Inflation returns but the energy unknown remains – In Italy too, inflationary pressures are easing and wage dynamics do not indicate a wage-price run-up, as expectations normalize. 2023 was a year of decline in inflation (5.7 percent NIC index), in the wake of the energy component, which became deflationary in the autumn. However, the prices of food and services have accelerated, leading to a non-negligible drag on 2024. Core inflation, however, increased in 2023 (5.1 percent), as did that relating to the shopping cart, which reached a very high value in historical comparison (9.5 percent), with a very significant impact on the budgets of families with lower incomes.
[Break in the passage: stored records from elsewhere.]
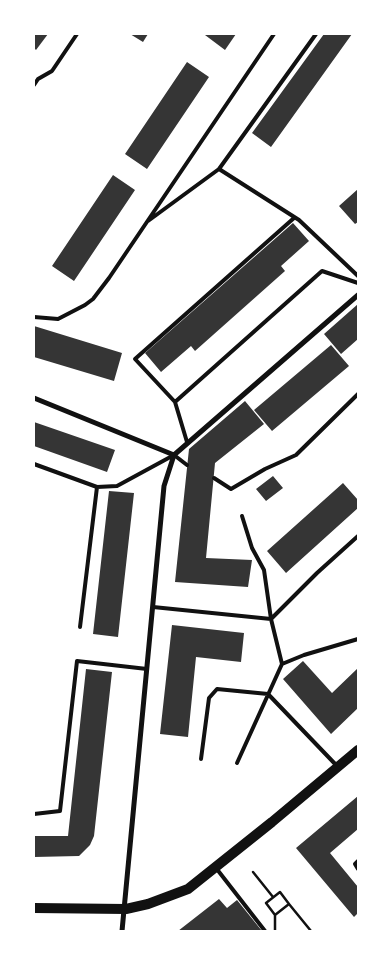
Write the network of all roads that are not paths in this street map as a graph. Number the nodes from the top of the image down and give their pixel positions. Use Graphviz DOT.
graph roads {
  1 [pos="77,34"];
  2 [pos="274,34"];
  3 [pos="316,34"];
  4 [pos="34,85"];
  5 [pos="219,169"];
  6 [pos="294,218"];
  7 [pos="146,223"];
  8 [pos="358,276"];
  9 [pos="358,283"];
  10 [pos="358,296"];
  11 [pos="34,317"];
  12 [pos="358,394"];
  13 [pos="34,398"];
  14 [pos="175,402"];
  15 [pos="187,442"];
  16 [pos="174,455"];
  17 [pos="34,464"];
  18 [pos="187,465"];
  19 [pos="214,478"];
  20 [pos="97,487"];
  21 [pos="242,516"];
  22 [pos="358,536"];
  23 [pos="153,607"];
  24 [pos="271,619"];
  25 [pos="80,627"];
  26 [pos="358,639"];
  27 [pos="282,664"];
  28 [pos="147,669"];
  29 [pos="268,694"];
  30 [pos="358,750"];
  31 [pos="202,759"];
  32 [pos="237,763"];
  33 [pos="338,767"];
  34 [pos="34,814"];
  35 [pos="358,862"];
  36 [pos="216,868"];
  37 [pos="358,869"];
  38 [pos="34,908"];
  39 [pos="126,909"];
  40 [pos="123,929"];
  41 [pos="265,931"];
  1 -- 4 [label="lane"];
  2 -- 7 [label="lane"];
  3 -- 5 [label="lane"];
  5 -- 6 [label="lane"];
  5 -- 7 [label="lane"];
  6 -- 8 [label="lane"];
  6 -- 14 [label="lane"];
  7 -- 11 [label="lane"];
  9 -- 14 [label="lane"];
  10 -- 15 [label="street"];
  12 -- 19 [label="lane"];
  13 -- 16 [label="street"];
  14 -- 15 [label="lane"];
  15 -- 16 [label="street"];
  16 -- 18 [label="lane"];
  16 -- 20 [label="lane"];
  16 -- 23 [label="street"];
  17 -- 20 [label="lane"];
  20 -- 25 [label="lane"];
  21 -- 24 [label="lane"];
  22 -- 24 [label="lane"];
  23 -- 24 [label="lane"];
  23 -- 28 [label="street"];
  24 -- 27 [label="lane"];
  26 -- 27 [label="lane"];
  27 -- 29 [label="lane"];
  28 -- 34 [label="lane"];
  28 -- 39 [label="street"];
  29 -- 31 [label="lane"];
  29 -- 32 [label="lane"];
  29 -- 33 [label="lane"];
  30 -- 33 [label="main road"];
  33 -- 36 [label="main road"];
  35 -- 37 [label="lane"];
  36 -- 39 [label="main road"];
  36 -- 41 [label="lane"];
  38 -- 39 [label="main road"];
  39 -- 40 [label="street"];
}
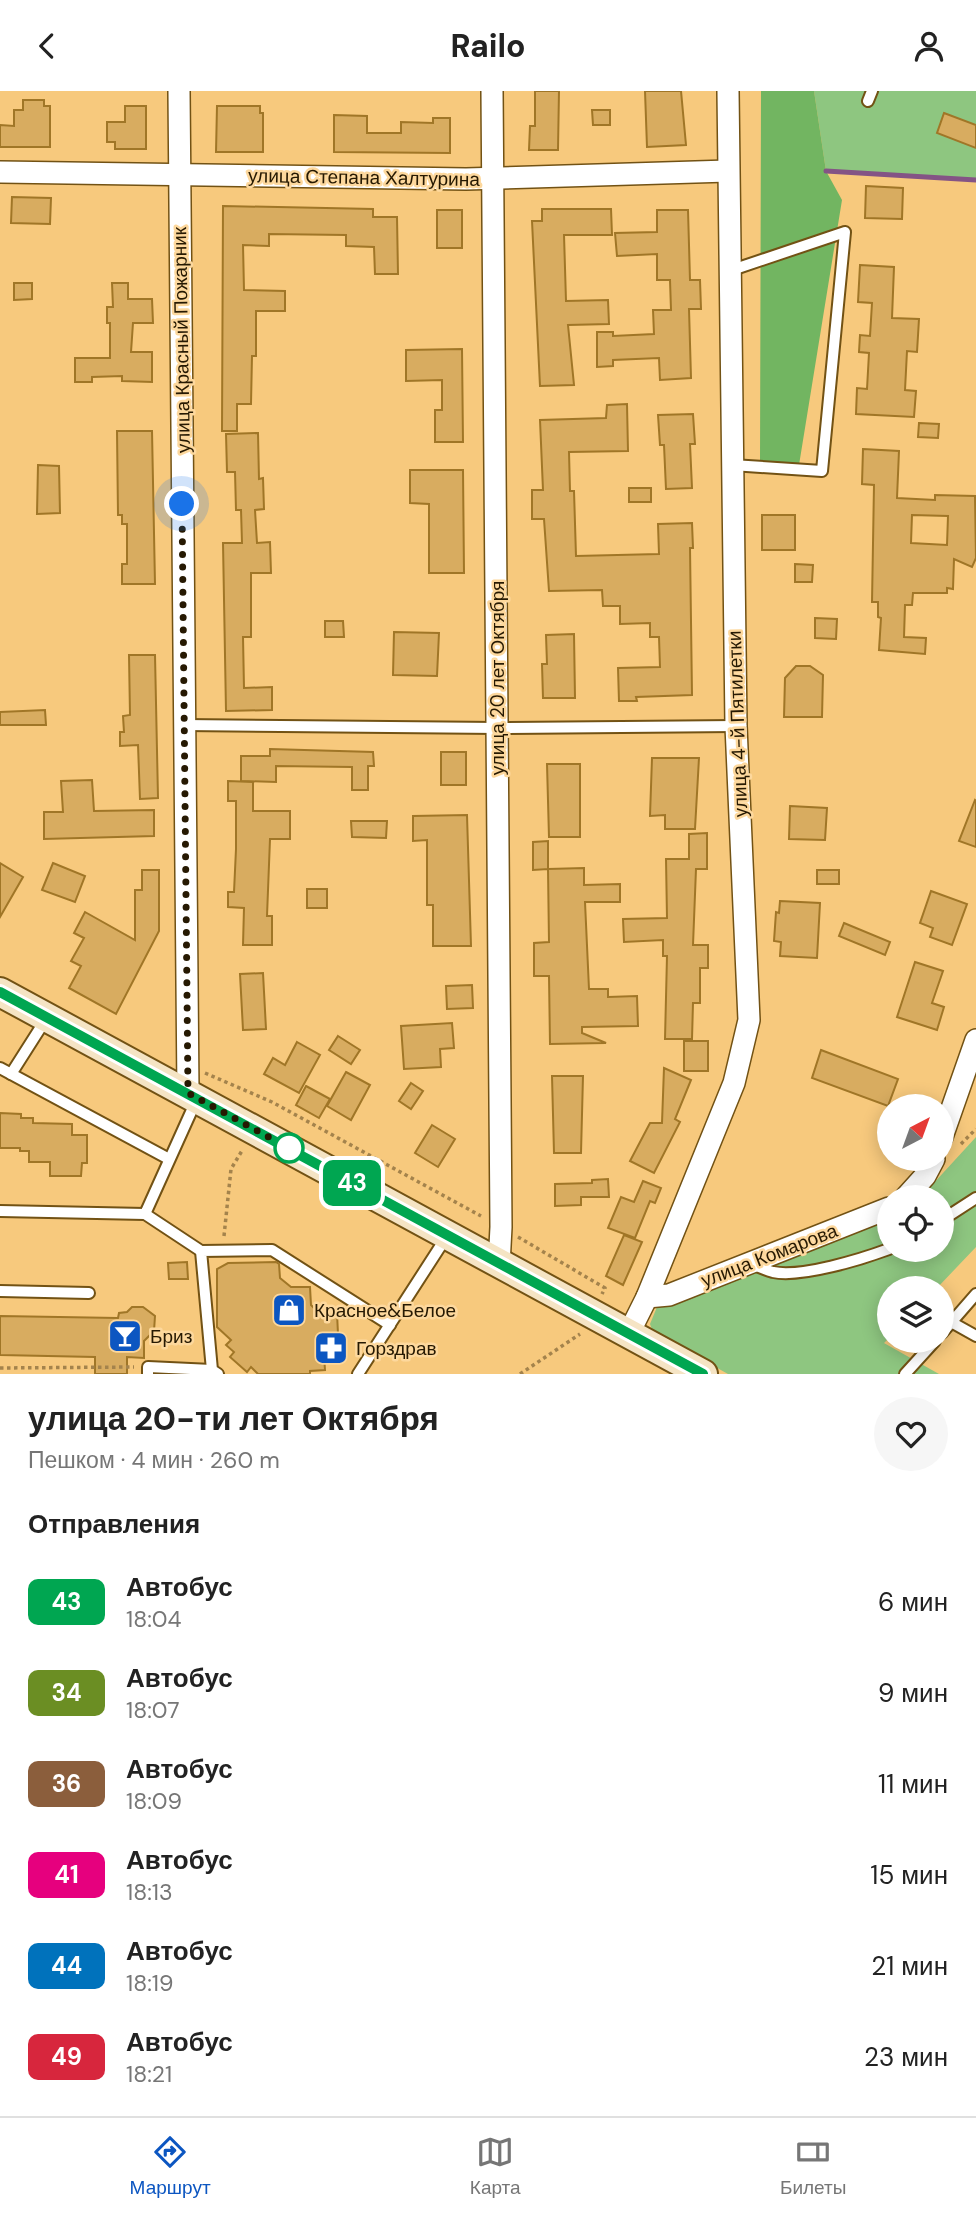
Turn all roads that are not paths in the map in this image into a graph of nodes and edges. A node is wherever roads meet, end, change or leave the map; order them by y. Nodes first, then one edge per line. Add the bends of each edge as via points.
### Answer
1 (179, 91) edge
2 (492, 91) edge
3 (728, 91) edge
4 (0, 171) edge
5 (728, 171) junction
6 (179, 173) junction
7 (493, 179) junction
8 (732, 270) junction
9 (732, 465) junction
10 (184, 725) junction
11 (736, 726) junction
12 (498, 728) junction
13 (0, 992) edge
14 (48, 1017) junction
15 (976, 1039) edge
16 (5, 1071) edge
17 (193, 1096) junction
18 (954, 1102) edge
19 (170, 1159) junction
20 (927, 1171) edge
21 (917, 1185) edge
22 (976, 1198) edge
23 (0, 1211) edge
24 (954, 1212) edge
25 (877, 1213) edge
26 (145, 1214) junction
27 (447, 1236) junction
28 (201, 1251) junction
29 (877, 1253) edge
30 (749, 1263) junction
31 (499, 1265) junction
32 (0, 1291) edge
33 (89, 1293) dead end
34 (976, 1294) edge
35 (647, 1297) junction
36 (954, 1319) edge
37 (954, 1324) edge
38 (390, 1325) junction
39 (628, 1335) junction
40 (976, 1336) edge
41 (924, 1353) edge
42 (674, 1368) edge
43 (148, 1371) edge
44 (215, 1372) edge
45 (358, 1374) edge
46 (703, 1374) edge
47 (905, 1374) edge

1 - 6 street, улица Красный Пожарник
2 - 7 street, улица 20 лет Октября
3 - 5 street, улица 4-й Пятилетки
4 - 6 street, улица Степана Халтурина
5 - 7 street, улица Степана Халтурина
5 - 8 street, улица 4-й Пятилетки
6 - 7 street, улица Степана Халтурина
6 - 10 street, улица Красный Пожарник
7 - 12 street, улица 20 лет Октября
8 - 9 street, улица 4-й Пятилетки
8 - 9 lane via 845,232 822,471
9 - 11 street, улица 4-й Пятилетки
10 - 12 lane
10 - 17 street, улица Красный Пожарник
11 - 12 lane
11 - 35 street, улица 4-й Пятилетки via 749,1020 734,1083
12 - 31 street, улица 20 лет Октября
13 - 14 main road
14 - 16 lane
14 - 17 main road
15 - 18 street
16 - 19 lane
17 - 19 lane
17 - 27 main road
19 - 26 lane
20 - 21 street
22 - 24 lane
23 - 26 lane
25 - 30 street, улица Комарова
26 - 28 lane
27 - 31 main road
27 - 38 lane
28 - 38 lane via 272,1250
28 - 44 lane
29 - 30 lane via 803,1270 775,1272
30 - 35 street, улица Комарова via 669,1295
31 - 39 main road
32 - 33 lane
34 - 36 lane
35 - 39 street, улица 4-й Пятилетки
37 - 40 lane
38 - 45 lane
39 - 42 main road
41 - 47 lane
42 - 46 main road
43 - 44 lane

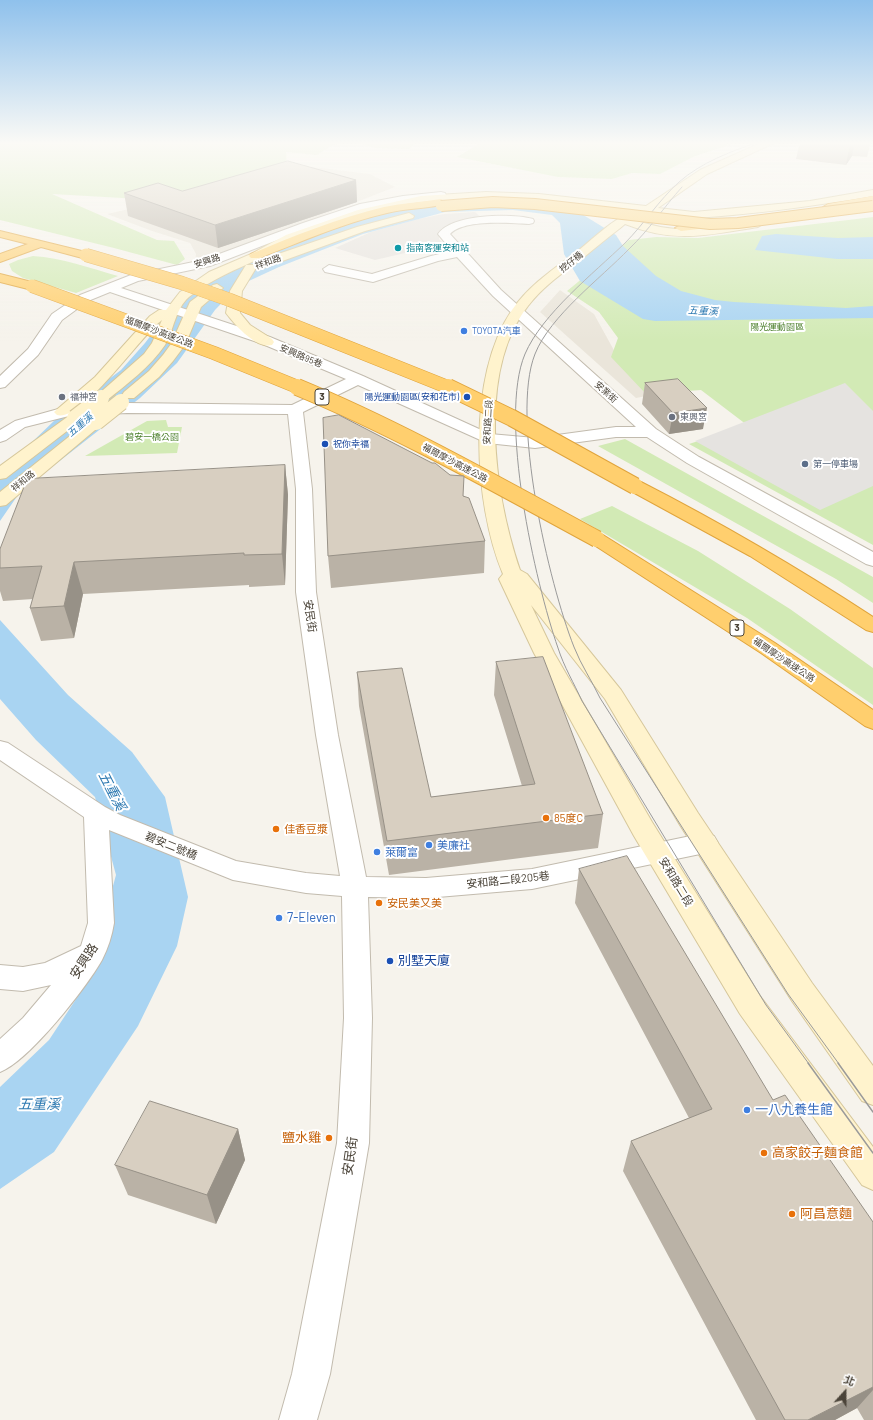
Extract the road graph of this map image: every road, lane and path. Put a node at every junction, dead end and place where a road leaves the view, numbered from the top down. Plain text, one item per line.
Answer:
1 (357, 208) edge
2 (396, 208) edge
3 (417, 208) edge
4 (465, 208) edge
5 (525, 208) edge
6 (570, 208) edge
7 (589, 208) edge
8 (594, 208) edge
9 (602, 208) edge
10 (611, 208) edge
11 (635, 208) edge
12 (650, 208) edge
13 (766, 208) edge
14 (779, 208) edge
15 (824, 208) edge
16 (843, 208) edge
17 (855, 208) edge
18 (873, 209) edge
19 (646, 211) junction
20 (583, 214) junction
21 (596, 215) junction
22 (627, 217) junction
23 (754, 220) junction
24 (529, 221) dead end
25 (682, 228) junction
26 (0, 234) edge
27 (42, 243) junction
28 (460, 253) junction
29 (255, 256) joint
30 (0, 258) edge
31 (270, 261) junction
32 (250, 268) junction
33 (329, 269) dead end
34 (0, 278) edge
35 (543, 285) joint
36 (110, 288) junction
37 (517, 312) junction
38 (171, 314) junction
39 (188, 320) junction
40 (268, 342) junction
41 (358, 380) junction
42 (0, 384) edge
43 (295, 410) junction
44 (66, 411) junction
45 (650, 432) junction
46 (0, 437) edge
47 (487, 438) junction
48 (0, 474) edge
49 (0, 502) edge
50 (873, 560) edge
51 (512, 573) junction
52 (873, 626) edge
53 (873, 721) edge
54 (0, 749) edge
55 (104, 817) junction
56 (705, 842) junction
57 (658, 853) junction
58 (355, 887) junction
59 (92, 952) junction
60 (0, 977) edge
61 (0, 1058) edge
62 (873, 1091) edge
63 (873, 1174) edge
64 (298, 1420) edge

1 - 36 street, 安興路
2 - 29 highway
3 - 31 highway
4 - 31 main road, 祥和路
5 - 20 main road, 祥和路
6 - 17 highway, bridge
7 - 20 main road
8 - 14 highway, bridge
9 - 21 main road
10 - 22 main road
11 - 22 main road, 挖仔橋
12 - 19 main road
13 - 19 main road
15 - 23 highway
16 - 25 highway, bridge
18 - 23 main road
19 - 22 main road
20 - 21 main road, 祥和路
21 - 22 main road, 祥和路
22 - 23 main road
22 - 25 main road
22 - 35 main road, 挖仔橋
23 - 25 main road
24 - 28 street, 安業街
26 - 27 highway
27 - 30 highway
27 - 52 highway, bridge
28 - 33 street
28 - 37 street, 安業街
29 - 38 main road, 祥和路
31 - 32 main road, 祥和路
32 - 39 main road, 祥和路
32 - 40 main road
34 - 53 highway, 福爾摩沙高速公路 / 3, bridge
35 - 37 main road, 安和路二段
36 - 38 street, 安興路95巷
36 - 42 street, 安興路
37 - 45 street, 安業街
37 - 47 main road, 安和路二段
38 - 39 street, 安興路95巷
38 - 44 main road
38 - 48 main road, 祥和路, bridge
39 - 40 street, 安興路95巷
39 - 49 main road, 祥和路, bridge
40 - 41 street, 安興路95巷
41 - 43 street
41 - 47 street, 安興路95巷
43 - 44 street, bridge
43 - 58 street, 安民街
44 - 46 street
45 - 47 street, 安興路95巷
45 - 50 street, 安業街
47 - 51 main road, 安和路二段
51 - 56 main road
51 - 57 main road, 安和路二段
54 - 55 street
55 - 58 street, 碧安二號橋
55 - 59 street, 安興路
56 - 57 street, 安和路二段205巷
56 - 62 main road
57 - 58 street, 安和路二段205巷
57 - 63 main road, 安和路二段
58 - 64 street, 安民街
59 - 60 street
59 - 61 street, 安興路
The current year is compared with a 2023 in which the increases were rapid, so in the winter period there is an unfavorable base effect, which should lead to a temporary increase in inflation in the first quarter compared to last autumn’s values.
Macroeconomic forecasts for the Italian economy for 2023-2025 – For 2023, growth in Italian economic activity is estimated at 0.6 percent, compared to the 0.7 percent inferred from the quarterly series. For the current year, a slight acceleration in GDP is expected, to 0.8 percent; after a still weak first quarter, due to persistent global tensions, growth should gradually strengthen, benefiting from lower inflation and the acceleration of foreign demand. In 2025, the GDP trend should consolidate at 1.1 percent, assuming a gradual improvement in the international geopolitical and economic context and the start of the normalization of monetary policy from the middle of this year. The forecasts are based on the hypothesis of the complete implementation of the PNRR investment programs and on the expectation that geopolitical tensions in the Middle Eastern area will dissipate in the short term.
Modest revisions compared to October forecasts. Risks are skewed to the downside – In comparison with the macroeconomic framework formulated by the PBO in October, on the occasion of the validation exercise of the NADEF 2023 forecasts, the lower GDP growth (two tenths of a point on average for 2024-25) reflected the deterioration of the hypotheses on international trade and the slight appreciation of the exchange rate. The prospects of the Italian economy are exposed to multiple risks, which are overall unfavorable. The sources of uncertainty are predominantly exogenous in nature as they come from international factors, in particular geo-political ones (war in Ukraine and the Middle East), which could slow down global trade. However, the robust recovery of international trade for 2024 is essential to materialize the acceleration of Italian GDP in the two-year forecast period. Regarding the effects of tensions on prices, according to a scenario built with the MeMo-It econometric model, the increases in transport costs caused by the attacks in the Red Sea could affect consumer prices in Italy by a couple of tenths of a percentage point in a two-year horizon. Overall, the decline in inflation represents a key pillar of the macroeconomic framework and the evolution of prices this year will depend greatly on external variables, such as the costs of raw materials. Furthermore, as already reported by the PBO, there are critical issues related to the efficient use of European funds from the Next Generation EU (NGEU) program by Italy.
Finally, there are factors of uncertainty regarding monetary policies and the reform of the governance of public finances in the EU, in particular regarding the timing of the next developments.